Ils ont réussi à franchir les barbelés et ils ont attaqué les occupants de notre terre. Ils ont retrouvé un parent âgé qui était resté au village. Ils ont donné à boire au bétail restant et, d’une manière générale, ils ont essayé de faire revivre Ma’in Abu Sitta, notre terre.
Je n’oublierai jamais mon cousin, Hassan Madi, avec son visage souriant et ouvert. Il revenait souvent nous raconter ce qui était arrivé à nos bosquets et ce que les colons avaient fait chez nous. C’était un fida’i très courageux. Il avait l’habitude de se faufiler dans le camp voisin des colons et de les écouter parler. Il a été tué par une mine enterrée sur le chemin qu’il suivait.
Quinze autres jeunes de ma famille ont été tués dans les années qui ont suivi 1948. Entre 1948 et 1956, on estime à 5000 le nombre de Palestiniens tués en essayant de rentrer chez eux.
Les colons ont installé des unités préfabriquées sur mes terres, qui sont devenues des kibboutz. Leurs noms reviennent souvent dans les médias aujourd’hui. Nirim a été construit sur les terres de mon père.
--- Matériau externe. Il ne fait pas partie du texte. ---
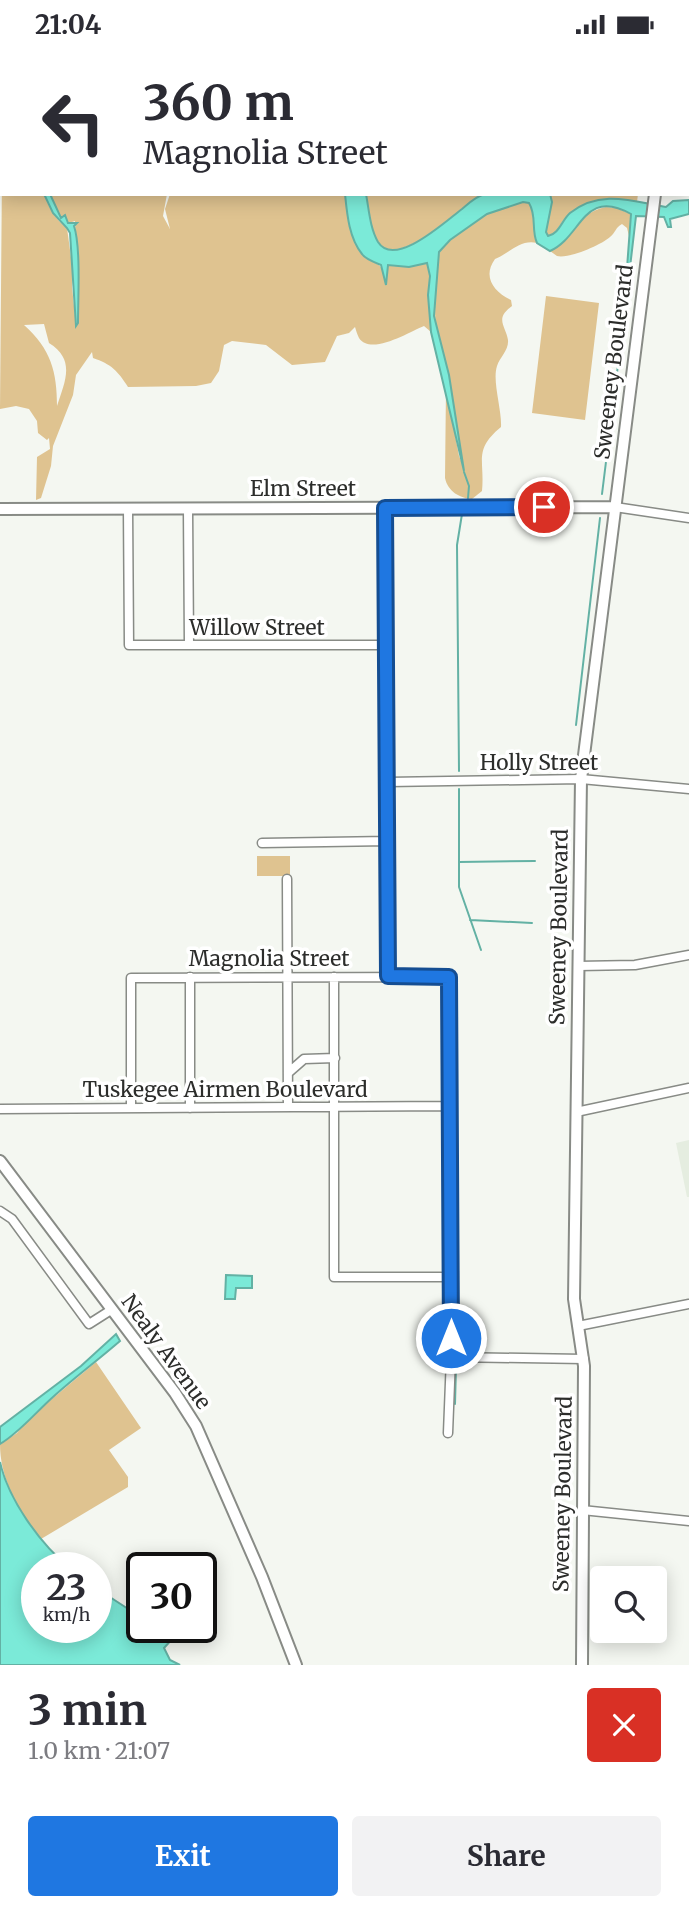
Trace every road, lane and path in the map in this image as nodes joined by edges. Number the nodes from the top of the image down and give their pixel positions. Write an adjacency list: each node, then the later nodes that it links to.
1 (655, 197): 2 (main road, Sweeney Boulevard)
2 (615, 507): 4 (main road, Elm Street); 7 (street, Elm Street); 10 (main road, Sweeney Boulevard)
3 (128, 508): 5 (main road, Elm Street); 6 (main road, Elm Street); 8 (street, Willow Street)
4 (385, 508): 6 (main road, Elm Street); 9 (street)
5 (0, 509)
6 (188, 509): 8 (street)
7 (689, 518)
8 (189, 645): 9 (street, Willow Street)
9 (386, 645): 11 (street)
10 (581, 779): 11 (street, Holly Street); 12 (street, Holly Street); 17 (main road, Sweeney Boulevard)
11 (388, 782): 13 (street)
12 (689, 789)
13 (388, 841): 14 (street); 18 (street)
14 (262, 843)
15 (287, 879): 21 (street)
16 (689, 955): 17 (street)
17 (578, 966): 31 (main road, Sweeney Boulevard)
18 (388, 976): 20 (street, Magnolia Street); 26 (street, Magnolia Street)
19 (190, 977): 21 (street, Magnolia Street); 28 (street, Magnolia Street); 29 (street)
20 (334, 977): 21 (street, Magnolia Street); 22 (street)
21 (288, 978): 23 (street)
22 (335, 1058): 23 (street); 25 (street)
23 (288, 1073): 27 (street)
24 (689, 1087): 31 (street)
25 (335, 1106): 26 (street, Tuskegee Airmen Boulevard); 27 (street, Tuskegee Airmen Boulevard); 34 (street)
26 (450, 1106): 34 (street)
27 (288, 1107): 29 (street, Tuskegee Airmen Boulevard)
28 (131, 1108): 29 (street, Tuskegee Airmen Boulevard); 30 (street, Tuskegee Airmen Boulevard)
29 (190, 1108)
30 (0, 1109)
31 (576, 1112): 37 (main road, Sweeney Boulevard)
32 (0, 1161): 36 (main road, Nealy Avenue)
33 (0, 1211): 36 (street)
34 (451, 1277): 38 (street)
35 (689, 1304): 37 (street)
36 (111, 1310): 43 (main road, Nealy Avenue)
37 (578, 1326): 39 (main road, Sweeney Boulevard)
38 (451, 1357): 39 (street); 40 (street)
39 (584, 1359): 41 (main road, Sweeney Boulevard)
40 (448, 1433)
41 (582, 1510): 42 (street); 44 (main road, Sweeney Boulevard)
42 (689, 1521)
43 (296, 1665)
44 (582, 1665)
Je suis né à quelques mètres de ce kibboutz.
Le kibboutz Ein Hashlosha, à quelques kilomètres au nord, est construit sur des terres qui appartenaient à mon père et à ses cousins, un immense champ de blé et d’orge.
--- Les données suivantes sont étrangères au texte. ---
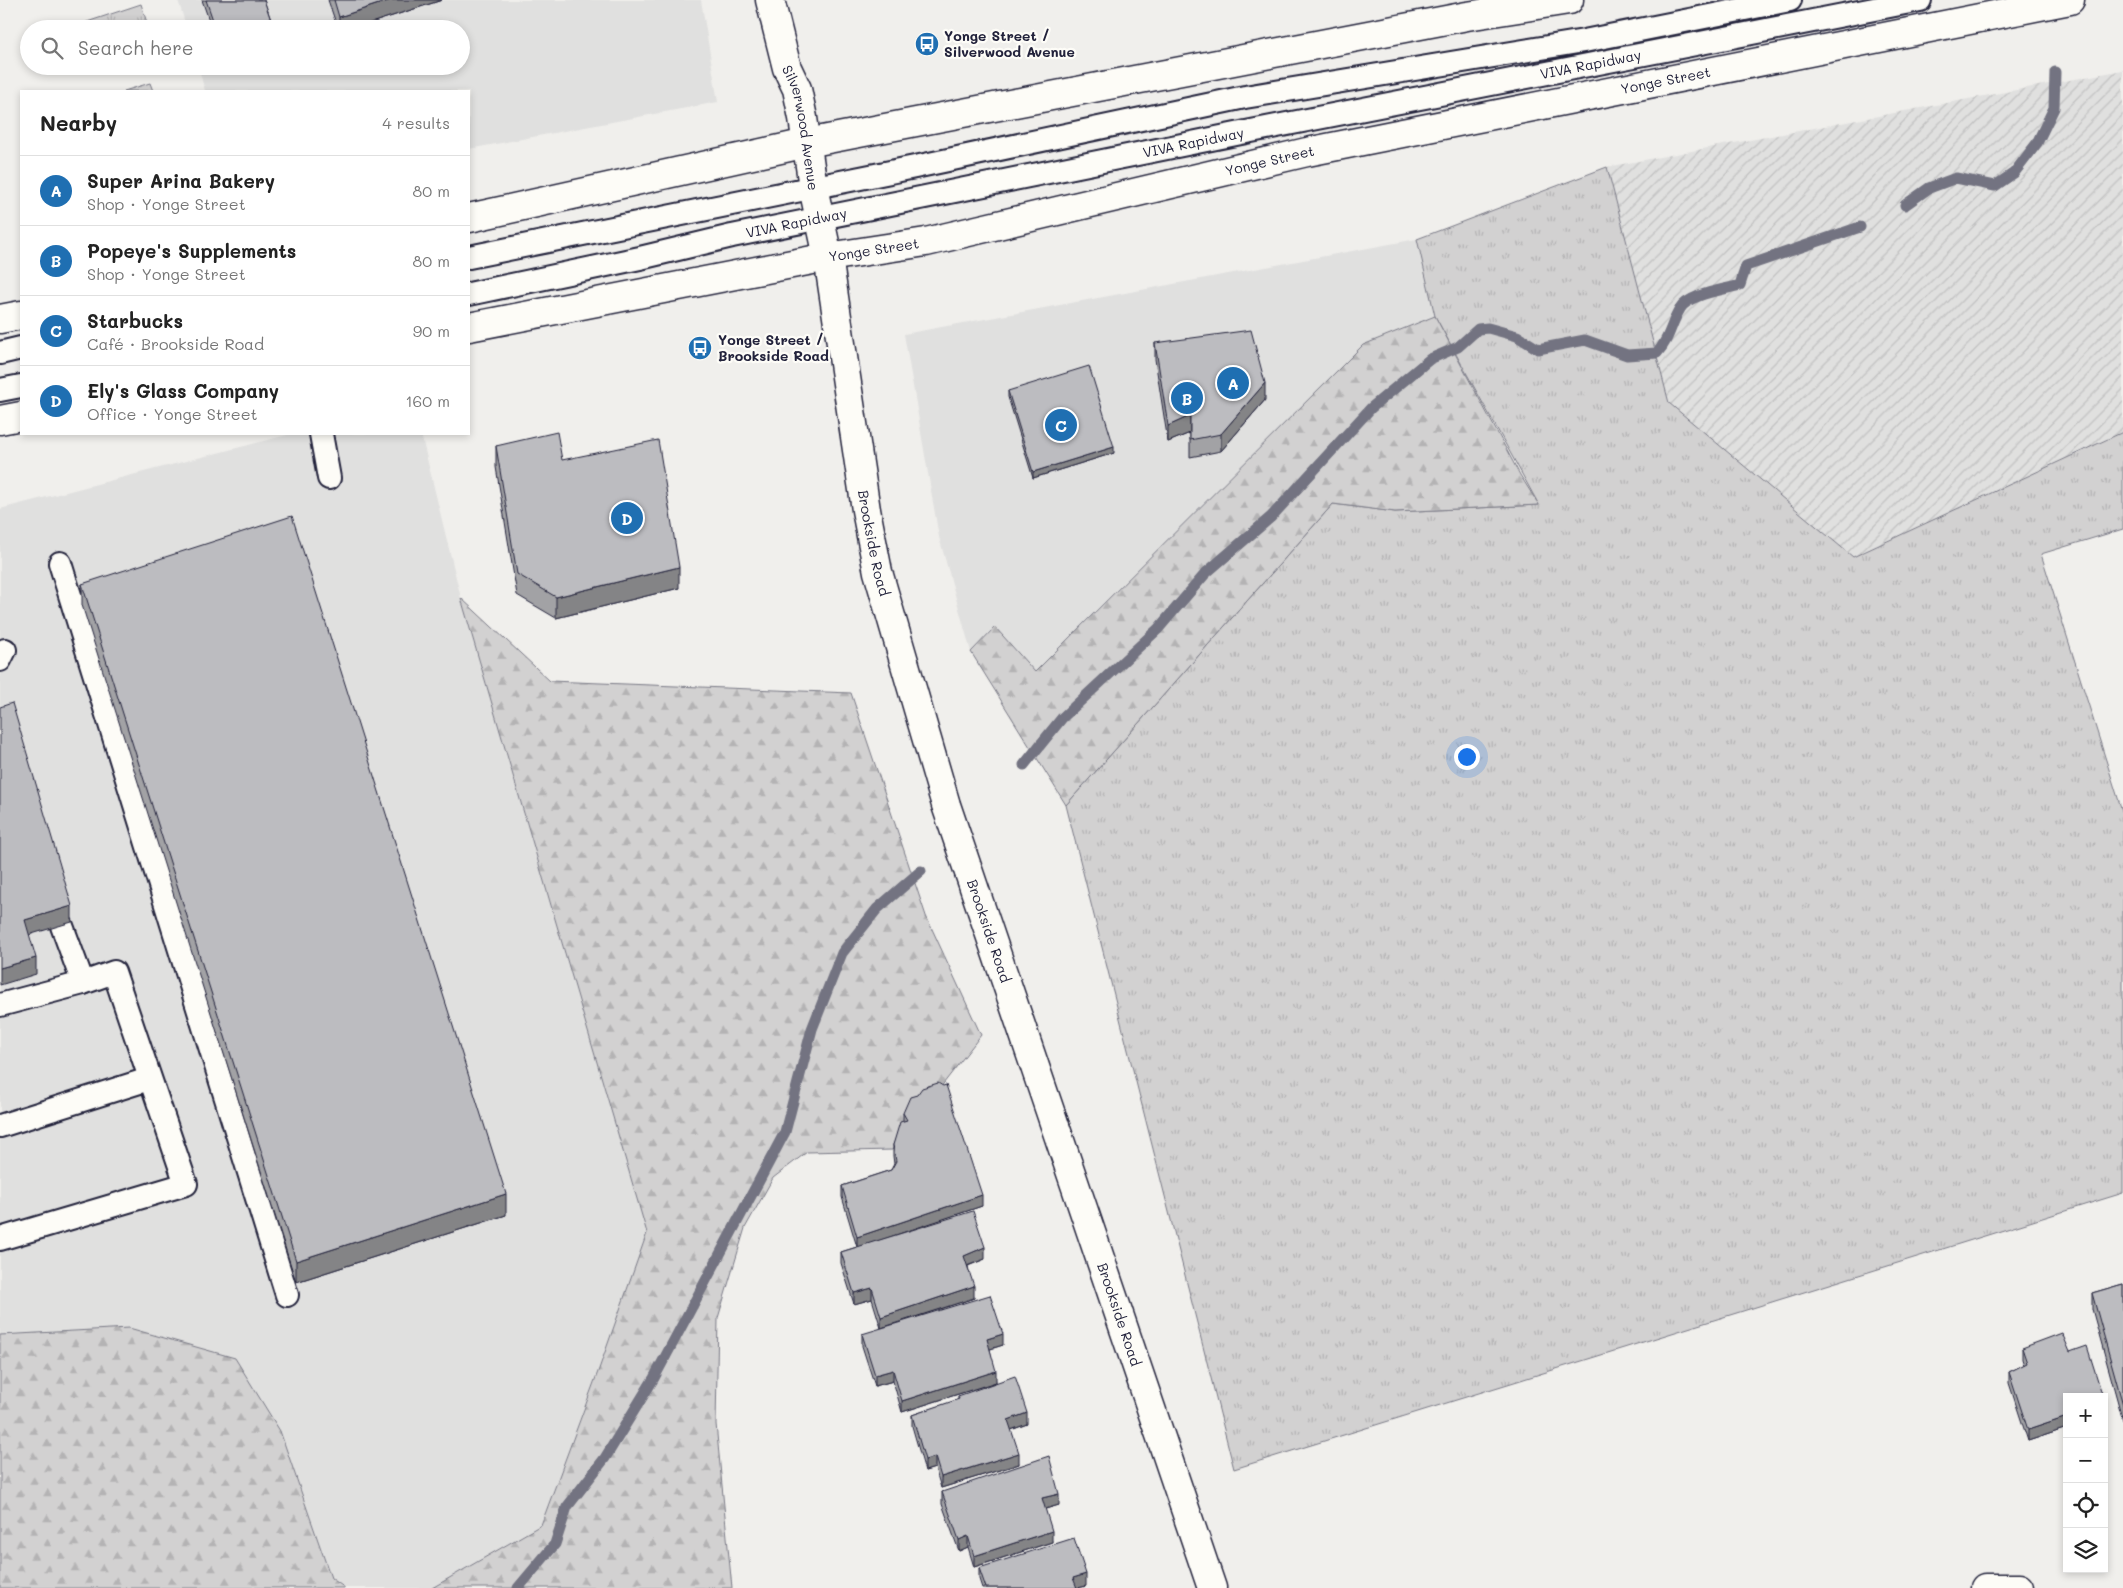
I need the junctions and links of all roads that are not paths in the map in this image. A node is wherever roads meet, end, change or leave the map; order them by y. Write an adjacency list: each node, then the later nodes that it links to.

Nir Oz a été construit sur les terres de l’oncle de mon père, Haj Mahmoud. Son fils Hamed, ingénieur civil, a consacré sa vie à la libération de la Palestine et a joué un rôle clé dans la création de l’OLP en 1964. Il a été membre du comité exécutif pendant plus de 40 ans.
Le quatrième kibboutz bâti sur nos terres a pris le nom de Magen. C’était le site religieux de Sheikh Nuran, un lieu vénéré où les femmes venaient faire bénir leurs nouveau-nés. C’était l’ancien site de Saint Hilarion, une figure clé de la Palestine chrétienne. Il s’agissait de sa retraite religieuse dans la Palestine byzantine du IVe siècle.
N’oubliez pas de vous rappeler, lorsque vous entendez aujourd’hui le nom de ces kibboutz, sur quelle terre ils ont été construits. Vous ne devez jamais oublier que les propriétaires de ces terres n’ont jamais renoncé à leur droit de rentrer chez eux.
Cela s’applique à plus de deux millions de Palestiniens dans la bande de Gaza. Lorsque vous entendez parler d’otages, rappelez-vous que ce sont eux les véritables otages, et cela depuis plus de 27 000 jours. Ils venaient de 247 villes et villages du sud et du centre de la Palestine.
Voir la carte 1 qui montre l’origine des réfugiés de Gaza.
Ces réfugiés sont entassés dans des camps qui ont une densité de 8 000 personnes/km2.
Non seulement ils ont été expulsés et sont devenus des réfugiés en 1948, mais les camps de réfugiés eux-mêmes ont été attaqués en 1953, 1956, 1967, 1971 et 1987, et, avec une régularité féroce, depuis 2006 jusqu’à aujourd’hui.
Et, ce qui est inédit dans l’histoire coloniale, le lent et régulier nettoyage ethnique des Palestiniens a brutalement pris la forme, en 2023, d’un génocide aux proportions inégalées.
La violence et la férocité des attaques, le nombre de femmes et d’enfants assassinés, la superficie des zones d’habitation détruites et le nombre de bombes larguées sur un endroit aussi minuscule en moins de trois mois dépassent tout ce que l’on a connu au cours des deux guerres mondiales.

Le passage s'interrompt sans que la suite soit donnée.